*INSTRUCTIONS TO FOLLOW*.
State the number of lines in the entries below where the string "canvas" occurs, and omit everything else.

---------- RECORDS PROVIDED

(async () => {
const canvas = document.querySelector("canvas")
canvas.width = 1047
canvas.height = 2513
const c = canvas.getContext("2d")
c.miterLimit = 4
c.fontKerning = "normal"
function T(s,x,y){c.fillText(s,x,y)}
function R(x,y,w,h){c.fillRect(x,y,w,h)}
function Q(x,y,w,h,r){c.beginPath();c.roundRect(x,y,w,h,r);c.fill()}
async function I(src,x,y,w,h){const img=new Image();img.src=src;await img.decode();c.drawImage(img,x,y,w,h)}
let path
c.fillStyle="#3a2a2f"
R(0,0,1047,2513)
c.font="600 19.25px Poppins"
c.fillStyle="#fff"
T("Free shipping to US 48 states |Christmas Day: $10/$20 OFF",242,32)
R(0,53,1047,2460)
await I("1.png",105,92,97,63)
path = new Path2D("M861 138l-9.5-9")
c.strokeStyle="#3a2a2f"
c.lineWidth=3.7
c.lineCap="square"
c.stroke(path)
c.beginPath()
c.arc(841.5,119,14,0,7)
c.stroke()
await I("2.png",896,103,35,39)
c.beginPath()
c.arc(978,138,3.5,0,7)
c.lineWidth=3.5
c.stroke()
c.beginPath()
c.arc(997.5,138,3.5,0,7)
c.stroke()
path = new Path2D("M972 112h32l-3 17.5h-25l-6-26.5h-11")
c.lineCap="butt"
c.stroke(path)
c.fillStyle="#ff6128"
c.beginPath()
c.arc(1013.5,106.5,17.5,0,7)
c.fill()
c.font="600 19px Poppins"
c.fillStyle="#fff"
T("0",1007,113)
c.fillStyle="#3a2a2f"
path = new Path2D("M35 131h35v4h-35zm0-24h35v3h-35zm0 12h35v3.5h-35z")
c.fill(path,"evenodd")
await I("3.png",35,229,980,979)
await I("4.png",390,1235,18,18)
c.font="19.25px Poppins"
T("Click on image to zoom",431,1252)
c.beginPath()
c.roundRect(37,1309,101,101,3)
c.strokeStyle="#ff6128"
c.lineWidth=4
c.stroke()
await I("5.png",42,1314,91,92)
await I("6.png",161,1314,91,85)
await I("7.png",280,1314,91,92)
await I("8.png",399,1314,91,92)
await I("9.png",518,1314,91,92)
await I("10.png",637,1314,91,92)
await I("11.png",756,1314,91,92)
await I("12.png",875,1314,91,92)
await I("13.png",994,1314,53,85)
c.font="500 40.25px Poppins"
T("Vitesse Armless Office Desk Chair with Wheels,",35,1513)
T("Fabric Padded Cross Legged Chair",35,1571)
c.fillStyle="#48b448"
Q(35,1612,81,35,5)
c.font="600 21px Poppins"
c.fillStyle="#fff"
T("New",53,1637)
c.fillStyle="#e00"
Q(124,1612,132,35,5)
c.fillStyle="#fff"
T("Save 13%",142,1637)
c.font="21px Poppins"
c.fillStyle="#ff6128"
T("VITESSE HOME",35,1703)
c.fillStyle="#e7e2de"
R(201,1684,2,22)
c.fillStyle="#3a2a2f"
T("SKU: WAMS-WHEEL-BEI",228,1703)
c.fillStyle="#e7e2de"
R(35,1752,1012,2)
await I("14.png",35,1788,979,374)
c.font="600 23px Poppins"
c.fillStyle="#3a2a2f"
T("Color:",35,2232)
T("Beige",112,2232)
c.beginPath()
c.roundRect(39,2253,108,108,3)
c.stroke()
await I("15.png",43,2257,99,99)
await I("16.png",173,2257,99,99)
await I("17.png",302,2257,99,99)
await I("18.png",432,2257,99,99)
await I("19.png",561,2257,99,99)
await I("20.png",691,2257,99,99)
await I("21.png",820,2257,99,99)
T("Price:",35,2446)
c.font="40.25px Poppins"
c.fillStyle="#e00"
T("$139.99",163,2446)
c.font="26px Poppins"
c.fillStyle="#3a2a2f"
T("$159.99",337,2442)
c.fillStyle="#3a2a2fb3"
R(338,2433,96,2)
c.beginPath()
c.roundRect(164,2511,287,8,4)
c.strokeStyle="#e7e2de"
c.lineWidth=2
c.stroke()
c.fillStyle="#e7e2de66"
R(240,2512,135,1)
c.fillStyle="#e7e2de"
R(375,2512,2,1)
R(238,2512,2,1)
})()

--------------------

*WRITTEN RESPONSE*.
4